The Fairfax County Police in Virginia first used the PIT maneuver, inspired by the bump and run technique in stock car racing. This is where one driver rams into the other’s bumper, intentionally making them spin out of control. Due to obvious safety concerns, this technique is now illegal in racing.

Why do police officers keep using the PIT maneuver?

The driver attempting to flee from police usually doesn’t know how to stop their car during a complete loss of traction. While the maneuver can’t altogether disable the car, it buys officers enough time to detain the target. Additionally, vehicles with electronic stability control (ESC), which will cause them to experience temporary reduced power from the engine.

Even if this civilian had the driving skills to recover from such an event, they’re likely too distracted. They may not anticipate the officer’s impact, so they can’t react in time. Other stimuli like flashing lights, blaring sirens, and the presence of other drivers on the road might overwhelm the target.

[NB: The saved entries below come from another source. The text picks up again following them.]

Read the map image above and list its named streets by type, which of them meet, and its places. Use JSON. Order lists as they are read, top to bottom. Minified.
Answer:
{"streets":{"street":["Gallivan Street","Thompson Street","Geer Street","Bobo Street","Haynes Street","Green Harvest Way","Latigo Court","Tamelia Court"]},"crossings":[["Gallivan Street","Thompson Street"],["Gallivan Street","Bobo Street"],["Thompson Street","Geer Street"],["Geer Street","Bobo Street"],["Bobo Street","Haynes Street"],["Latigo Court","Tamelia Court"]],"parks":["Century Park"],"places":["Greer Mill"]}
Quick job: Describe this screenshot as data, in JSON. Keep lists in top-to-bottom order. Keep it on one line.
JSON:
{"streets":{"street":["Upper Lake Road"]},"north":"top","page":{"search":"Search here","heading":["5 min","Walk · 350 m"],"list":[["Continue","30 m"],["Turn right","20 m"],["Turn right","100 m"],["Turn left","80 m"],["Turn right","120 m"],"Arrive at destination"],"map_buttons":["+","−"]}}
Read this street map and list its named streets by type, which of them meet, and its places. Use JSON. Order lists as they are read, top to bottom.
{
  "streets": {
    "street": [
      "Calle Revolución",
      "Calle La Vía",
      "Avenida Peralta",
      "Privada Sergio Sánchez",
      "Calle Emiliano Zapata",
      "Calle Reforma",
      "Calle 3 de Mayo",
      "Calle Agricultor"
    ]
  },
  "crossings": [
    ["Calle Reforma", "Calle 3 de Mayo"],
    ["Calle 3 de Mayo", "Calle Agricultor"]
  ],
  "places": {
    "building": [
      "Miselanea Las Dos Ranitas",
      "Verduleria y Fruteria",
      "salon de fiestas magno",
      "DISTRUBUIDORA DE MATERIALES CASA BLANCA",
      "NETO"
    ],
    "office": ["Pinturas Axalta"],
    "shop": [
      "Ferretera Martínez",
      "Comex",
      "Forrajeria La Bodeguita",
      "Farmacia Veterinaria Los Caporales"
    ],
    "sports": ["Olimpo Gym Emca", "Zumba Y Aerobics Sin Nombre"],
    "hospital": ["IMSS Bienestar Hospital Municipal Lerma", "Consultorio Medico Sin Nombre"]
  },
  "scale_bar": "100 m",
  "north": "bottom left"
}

The officer’s tactical advantage over the target is what makes the PIT maneuver so effective. However, that doesn’t mean that it’s impossible to avoid it. For example, quickly slowing down will cause the officer to miss bumping into the target. Alternatively, if the target can keep themselves in front of the police car’s front bumper, the officer can’t get in the proper position. 

Is the PIT maneuver actually safe?

In theory, the police officer must adhere to some safety rules before attempting the maneuver. Most regulations advise against using the PIT tactic when driving over 35 mph, but some departments have no restrictions. Additionally, officers are also expected to consider the weather and other surrounding cars or bystanders.

Some departments only sanction the PIT maneuver if the target is a confirmed dangerous individual. In some situations, this might cause the officer to perform the maneuver at higher speeds, using lethal force on fleeing vehicles. This can be a problem if the suspect in the car has unwilling passengers on board.

Those who don’t favor the PIT maneuver have also cited its risk when performed on cars with ESC. One study from the Department of Justice found that vehicles with these systems are more seriously impacted after the impact. ESC was made mandatory in 2012, so it’s safe to say that most vehicles on the road have this feature.

Additionally, sometimes deaths occur due to both officers executing the PIT maneuver and their targets. By August 2020, the Washington Post counted nine people dead to this technique that year alone, some of whom were minors. It’s clear that the PIT maneuver needs serious revisions or may not have a place in law enforcement at all.